DIRECTIONS FOR THIS TASK :: Every entry must appear in the answer exactly as written.

DATA RECORDS Block Start

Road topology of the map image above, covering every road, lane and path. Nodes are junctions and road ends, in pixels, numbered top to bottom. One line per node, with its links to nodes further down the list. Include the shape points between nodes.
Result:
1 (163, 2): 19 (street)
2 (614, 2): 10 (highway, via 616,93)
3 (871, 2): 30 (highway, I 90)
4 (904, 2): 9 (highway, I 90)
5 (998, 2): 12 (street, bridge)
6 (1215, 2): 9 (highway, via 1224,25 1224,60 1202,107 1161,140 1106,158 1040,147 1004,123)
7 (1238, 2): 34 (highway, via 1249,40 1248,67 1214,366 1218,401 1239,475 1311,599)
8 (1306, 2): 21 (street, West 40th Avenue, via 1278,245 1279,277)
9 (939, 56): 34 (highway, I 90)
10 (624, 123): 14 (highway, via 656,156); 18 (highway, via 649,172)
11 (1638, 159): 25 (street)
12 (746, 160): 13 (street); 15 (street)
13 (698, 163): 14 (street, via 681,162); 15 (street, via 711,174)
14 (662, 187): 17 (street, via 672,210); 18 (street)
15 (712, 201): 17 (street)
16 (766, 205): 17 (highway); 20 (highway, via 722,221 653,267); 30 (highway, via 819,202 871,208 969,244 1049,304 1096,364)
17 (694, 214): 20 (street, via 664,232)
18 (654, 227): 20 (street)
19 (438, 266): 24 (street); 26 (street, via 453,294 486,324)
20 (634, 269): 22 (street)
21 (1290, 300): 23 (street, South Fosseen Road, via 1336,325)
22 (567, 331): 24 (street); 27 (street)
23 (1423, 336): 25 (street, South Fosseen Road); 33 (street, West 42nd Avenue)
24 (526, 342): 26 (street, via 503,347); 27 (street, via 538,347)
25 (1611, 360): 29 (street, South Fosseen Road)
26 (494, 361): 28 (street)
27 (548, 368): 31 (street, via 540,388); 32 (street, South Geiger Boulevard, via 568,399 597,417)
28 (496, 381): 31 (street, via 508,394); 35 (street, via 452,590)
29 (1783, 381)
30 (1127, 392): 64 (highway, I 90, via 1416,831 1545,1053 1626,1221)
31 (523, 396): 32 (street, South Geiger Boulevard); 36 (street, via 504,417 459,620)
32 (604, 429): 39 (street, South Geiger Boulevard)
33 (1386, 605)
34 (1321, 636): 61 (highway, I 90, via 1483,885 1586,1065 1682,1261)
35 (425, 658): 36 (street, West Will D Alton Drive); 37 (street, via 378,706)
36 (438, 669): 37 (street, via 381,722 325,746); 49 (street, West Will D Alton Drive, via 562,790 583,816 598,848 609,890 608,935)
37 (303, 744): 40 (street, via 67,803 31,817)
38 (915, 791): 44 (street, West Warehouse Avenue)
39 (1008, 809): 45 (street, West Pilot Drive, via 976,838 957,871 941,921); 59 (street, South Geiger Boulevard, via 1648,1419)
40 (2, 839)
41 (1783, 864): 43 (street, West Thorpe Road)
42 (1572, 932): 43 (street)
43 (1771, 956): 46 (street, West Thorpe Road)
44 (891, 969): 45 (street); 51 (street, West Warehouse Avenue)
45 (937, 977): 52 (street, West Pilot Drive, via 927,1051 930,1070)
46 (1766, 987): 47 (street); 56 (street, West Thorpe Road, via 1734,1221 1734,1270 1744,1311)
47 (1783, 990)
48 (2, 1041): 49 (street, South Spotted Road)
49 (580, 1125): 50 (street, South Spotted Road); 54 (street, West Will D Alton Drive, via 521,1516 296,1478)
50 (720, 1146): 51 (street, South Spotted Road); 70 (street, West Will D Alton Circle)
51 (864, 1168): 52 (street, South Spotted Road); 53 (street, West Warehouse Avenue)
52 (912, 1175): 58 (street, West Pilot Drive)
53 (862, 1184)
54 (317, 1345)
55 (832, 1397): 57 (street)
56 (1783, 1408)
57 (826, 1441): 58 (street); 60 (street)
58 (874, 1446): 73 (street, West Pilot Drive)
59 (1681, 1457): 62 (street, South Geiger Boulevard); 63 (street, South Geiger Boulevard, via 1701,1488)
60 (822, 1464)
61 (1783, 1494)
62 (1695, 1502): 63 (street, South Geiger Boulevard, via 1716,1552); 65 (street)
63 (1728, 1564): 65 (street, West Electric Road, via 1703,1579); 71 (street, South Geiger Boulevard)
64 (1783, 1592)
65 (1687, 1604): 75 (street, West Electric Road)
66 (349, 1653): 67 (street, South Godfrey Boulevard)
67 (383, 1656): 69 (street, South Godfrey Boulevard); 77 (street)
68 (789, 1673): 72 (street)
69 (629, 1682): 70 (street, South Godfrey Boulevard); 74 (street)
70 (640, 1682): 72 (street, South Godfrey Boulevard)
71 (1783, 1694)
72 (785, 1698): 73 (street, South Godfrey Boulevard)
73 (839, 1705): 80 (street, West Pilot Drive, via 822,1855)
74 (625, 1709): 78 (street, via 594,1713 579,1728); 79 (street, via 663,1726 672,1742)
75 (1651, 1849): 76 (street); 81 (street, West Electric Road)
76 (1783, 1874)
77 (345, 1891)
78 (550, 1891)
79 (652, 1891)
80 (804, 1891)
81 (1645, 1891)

DATA RECORDS Block End

EXPECTED OUTPUT ::
Road topology of the map image above, covering every road, lane and path. Nodes are junctions and road ends, in pixels, numbered top to bottom. One line per node, with its links to nodes further down the list. Include the shape points between nodes.
Result:
1 (163, 2): 19 (street)
2 (614, 2): 10 (highway, via 616,93)
3 (871, 2): 30 (highway, I 90)
4 (904, 2): 9 (highway, I 90)
5 (998, 2): 12 (street, bridge)
6 (1215, 2): 9 (highway, via 1224,25 1224,60 1202,107 1161,140 1106,158 1040,147 1004,123)
7 (1238, 2): 34 (highway, via 1249,40 1248,67 1214,366 1218,401 1239,475 1311,599)
8 (1306, 2): 21 (street, West 40th Avenue, via 1278,245 1279,277)
9 (939, 56): 34 (highway, I 90)
10 (624, 123): 14 (highway, via 656,156); 18 (highway, via 649,172)
11 (1638, 159): 25 (street)
12 (746, 160): 13 (street); 15 (street)
13 (698, 163): 14 (street, via 681,162); 15 (street, via 711,174)
14 (662, 187): 17 (street, via 672,210); 18 (street)
15 (712, 201): 17 (street)
16 (766, 205): 17 (highway); 20 (highway, via 722,221 653,267); 30 (highway, via 819,202 871,208 969,244 1049,304 1096,364)
17 (694, 214): 20 (street, via 664,232)
18 (654, 227): 20 (street)
19 (438, 266): 24 (street); 26 (street, via 453,294 486,324)
20 (634, 269): 22 (street)
21 (1290, 300): 23 (street, South Fosseen Road, via 1336,325)
22 (567, 331): 24 (street); 27 (street)
23 (1423, 336): 25 (street, South Fosseen Road); 33 (street, West 42nd Avenue)
24 (526, 342): 26 (street, via 503,347); 27 (street, via 538,347)
25 (1611, 360): 29 (street, South Fosseen Road)
26 (494, 361): 28 (street)
27 (548, 368): 31 (street, via 540,388); 32 (street, South Geiger Boulevard, via 568,399 597,417)
28 (496, 381): 31 (street, via 508,394); 35 (street, via 452,590)
29 (1783, 381)
30 (1127, 392): 64 (highway, I 90, via 1416,831 1545,1053 1626,1221)
31 (523, 396): 32 (street, South Geiger Boulevard); 36 (street, via 504,417 459,620)
32 (604, 429): 39 (street, South Geiger Boulevard)
33 (1386, 605)
34 (1321, 636): 61 (highway, I 90, via 1483,885 1586,1065 1682,1261)
35 (425, 658): 36 (street, West Will D Alton Drive); 37 (street, via 378,706)
36 (438, 669): 37 (street, via 381,722 325,746); 49 (street, West Will D Alton Drive, via 562,790 583,816 598,848 609,890 608,935)
37 (303, 744): 40 (street, via 67,803 31,817)
38 (915, 791): 44 (street, West Warehouse Avenue)
39 (1008, 809): 45 (street, West Pilot Drive, via 976,838 957,871 941,921); 59 (street, South Geiger Boulevard, via 1648,1419)
40 (2, 839)
41 (1783, 864): 43 (street, West Thorpe Road)
42 (1572, 932): 43 (street)
43 (1771, 956): 46 (street, West Thorpe Road)
44 (891, 969): 45 (street); 51 (street, West Warehouse Avenue)
45 (937, 977): 52 (street, West Pilot Drive, via 927,1051 930,1070)
46 (1766, 987): 47 (street); 56 (street, West Thorpe Road, via 1734,1221 1734,1270 1744,1311)
47 (1783, 990)
48 (2, 1041): 49 (street, South Spotted Road)
49 (580, 1125): 50 (street, South Spotted Road); 54 (street, West Will D Alton Drive, via 521,1516 296,1478)
50 (720, 1146): 51 (street, South Spotted Road); 70 (street, West Will D Alton Circle)
51 (864, 1168): 52 (street, South Spotted Road); 53 (street, West Warehouse Avenue)
52 (912, 1175): 58 (street, West Pilot Drive)
53 (862, 1184)
54 (317, 1345)
55 (832, 1397): 57 (street)
56 (1783, 1408)
57 (826, 1441): 58 (street); 60 (street)
58 (874, 1446): 73 (street, West Pilot Drive)
59 (1681, 1457): 62 (street, South Geiger Boulevard); 63 (street, South Geiger Boulevard, via 1701,1488)
60 (822, 1464)
61 (1783, 1494)
62 (1695, 1502): 63 (street, South Geiger Boulevard, via 1716,1552); 65 (street)
63 (1728, 1564): 65 (street, West Electric Road, via 1703,1579); 71 (street, South Geiger Boulevard)
64 (1783, 1592)
65 (1687, 1604): 75 (street, West Electric Road)
66 (349, 1653): 67 (street, South Godfrey Boulevard)
67 (383, 1656): 69 (street, South Godfrey Boulevard); 77 (street)
68 (789, 1673): 72 (street)
69 (629, 1682): 70 (street, South Godfrey Boulevard); 74 (street)
70 (640, 1682): 72 (street, South Godfrey Boulevard)
71 (1783, 1694)
72 (785, 1698): 73 (street, South Godfrey Boulevard)
73 (839, 1705): 80 (street, West Pilot Drive, via 822,1855)
74 (625, 1709): 78 (street, via 594,1713 579,1728); 79 (street, via 663,1726 672,1742)
75 (1651, 1849): 76 (street); 81 (street, West Electric Road)
76 (1783, 1874)
77 (345, 1891)
78 (550, 1891)
79 (652, 1891)
80 (804, 1891)
81 (1645, 1891)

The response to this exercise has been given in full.